[Available data Boundary: Start]
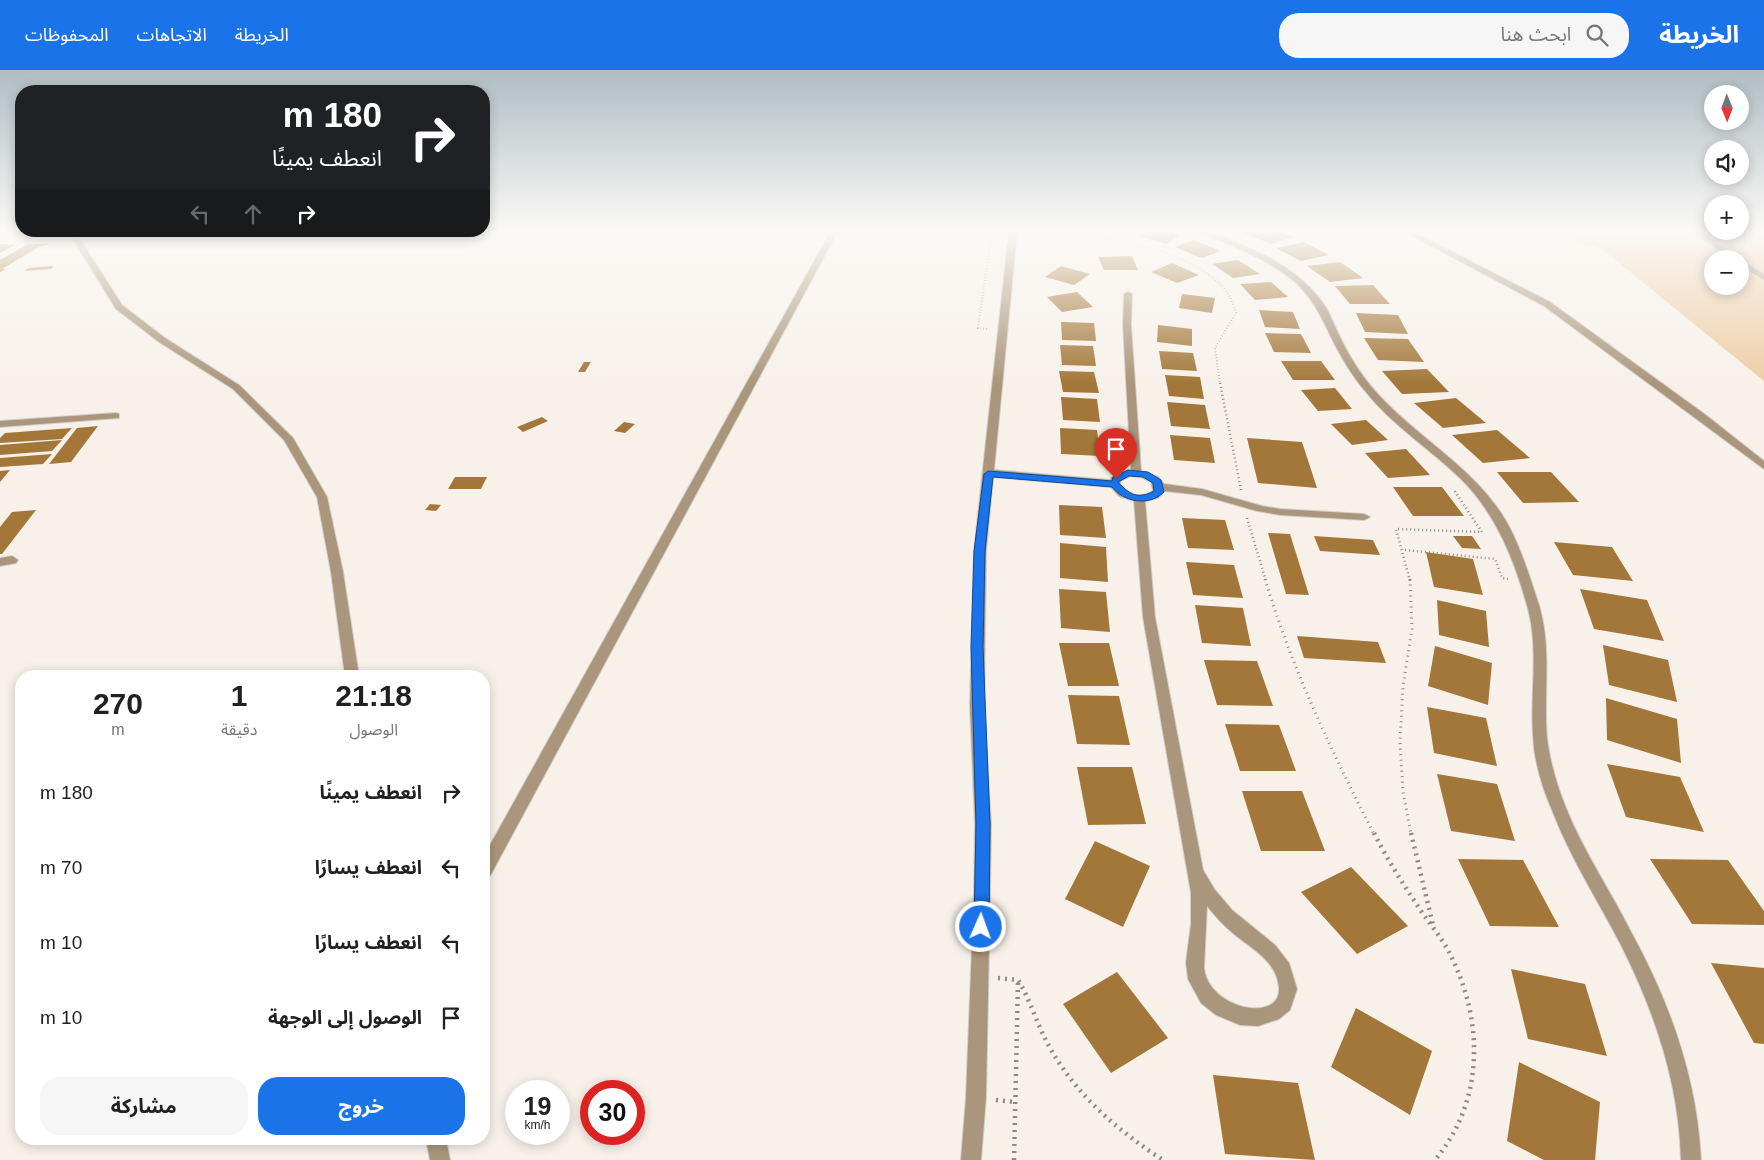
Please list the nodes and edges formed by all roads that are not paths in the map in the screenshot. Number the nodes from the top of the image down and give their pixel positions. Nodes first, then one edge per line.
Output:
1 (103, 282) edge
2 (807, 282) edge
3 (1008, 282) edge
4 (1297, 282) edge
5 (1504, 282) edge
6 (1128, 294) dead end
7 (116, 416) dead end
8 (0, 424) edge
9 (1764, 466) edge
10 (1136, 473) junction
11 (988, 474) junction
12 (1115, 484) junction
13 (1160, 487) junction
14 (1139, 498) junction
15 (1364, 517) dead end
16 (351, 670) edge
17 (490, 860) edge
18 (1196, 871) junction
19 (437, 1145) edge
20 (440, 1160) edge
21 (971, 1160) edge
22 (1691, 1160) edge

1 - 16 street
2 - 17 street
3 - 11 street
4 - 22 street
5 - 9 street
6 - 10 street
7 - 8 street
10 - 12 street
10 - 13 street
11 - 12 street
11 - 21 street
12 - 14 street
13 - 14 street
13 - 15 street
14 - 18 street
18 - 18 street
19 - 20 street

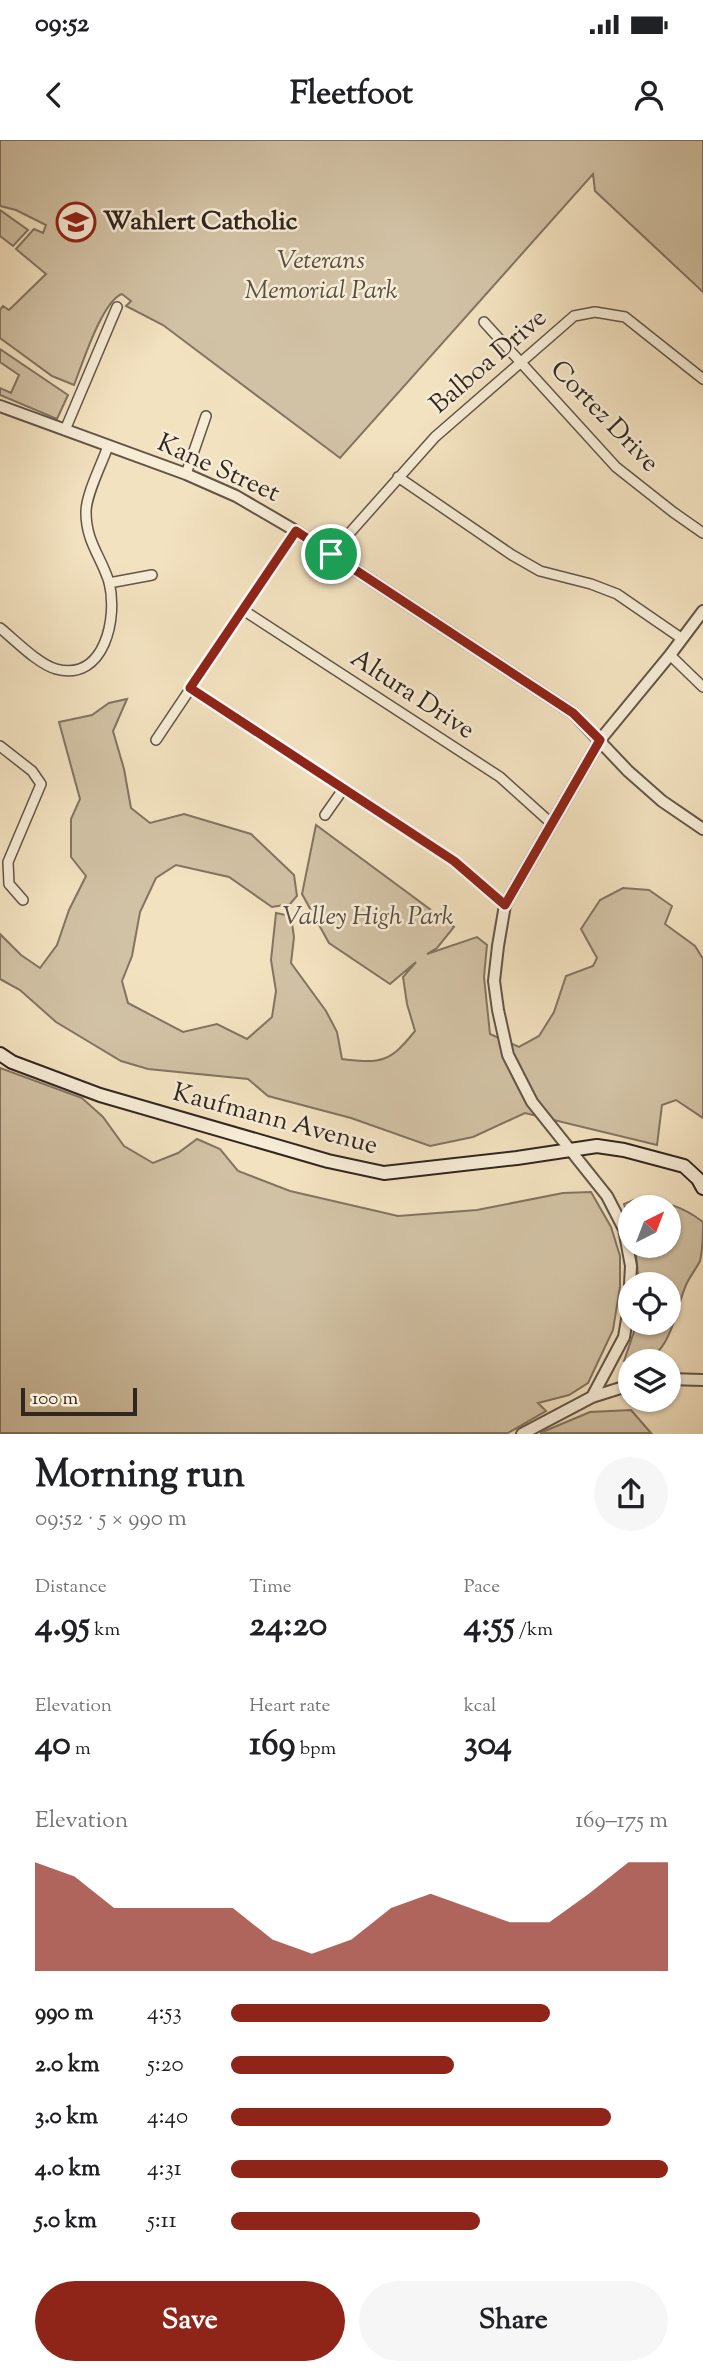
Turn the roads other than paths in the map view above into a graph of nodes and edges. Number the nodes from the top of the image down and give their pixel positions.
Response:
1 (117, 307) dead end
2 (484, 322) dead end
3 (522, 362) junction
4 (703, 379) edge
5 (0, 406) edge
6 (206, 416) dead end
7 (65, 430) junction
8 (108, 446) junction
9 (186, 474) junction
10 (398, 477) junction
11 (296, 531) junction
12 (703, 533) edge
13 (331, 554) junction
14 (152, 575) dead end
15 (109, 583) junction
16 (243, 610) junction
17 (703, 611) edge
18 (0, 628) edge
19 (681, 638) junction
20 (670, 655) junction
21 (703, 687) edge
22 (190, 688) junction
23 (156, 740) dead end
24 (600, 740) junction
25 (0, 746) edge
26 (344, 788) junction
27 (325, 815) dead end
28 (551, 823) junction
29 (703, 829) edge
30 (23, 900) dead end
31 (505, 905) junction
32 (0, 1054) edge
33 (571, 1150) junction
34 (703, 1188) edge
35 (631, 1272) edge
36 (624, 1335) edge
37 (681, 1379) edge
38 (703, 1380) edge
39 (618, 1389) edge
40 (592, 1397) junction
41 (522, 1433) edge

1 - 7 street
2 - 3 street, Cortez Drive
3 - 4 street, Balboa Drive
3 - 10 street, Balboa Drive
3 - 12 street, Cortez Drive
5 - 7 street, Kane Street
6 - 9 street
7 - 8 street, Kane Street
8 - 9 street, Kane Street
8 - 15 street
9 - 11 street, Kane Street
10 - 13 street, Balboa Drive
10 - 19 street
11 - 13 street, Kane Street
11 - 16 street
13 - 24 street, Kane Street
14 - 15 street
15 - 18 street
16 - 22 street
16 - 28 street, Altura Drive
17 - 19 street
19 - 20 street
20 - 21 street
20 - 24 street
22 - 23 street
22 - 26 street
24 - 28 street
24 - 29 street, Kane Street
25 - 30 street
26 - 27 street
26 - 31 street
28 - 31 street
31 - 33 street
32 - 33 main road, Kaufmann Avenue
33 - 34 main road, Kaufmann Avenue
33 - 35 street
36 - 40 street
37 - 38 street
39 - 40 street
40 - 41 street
[Available data Boundary: End]
## Task statement
Among the records, how many lines include the string "give"? State the number and add nothing.

## Solved exercise
2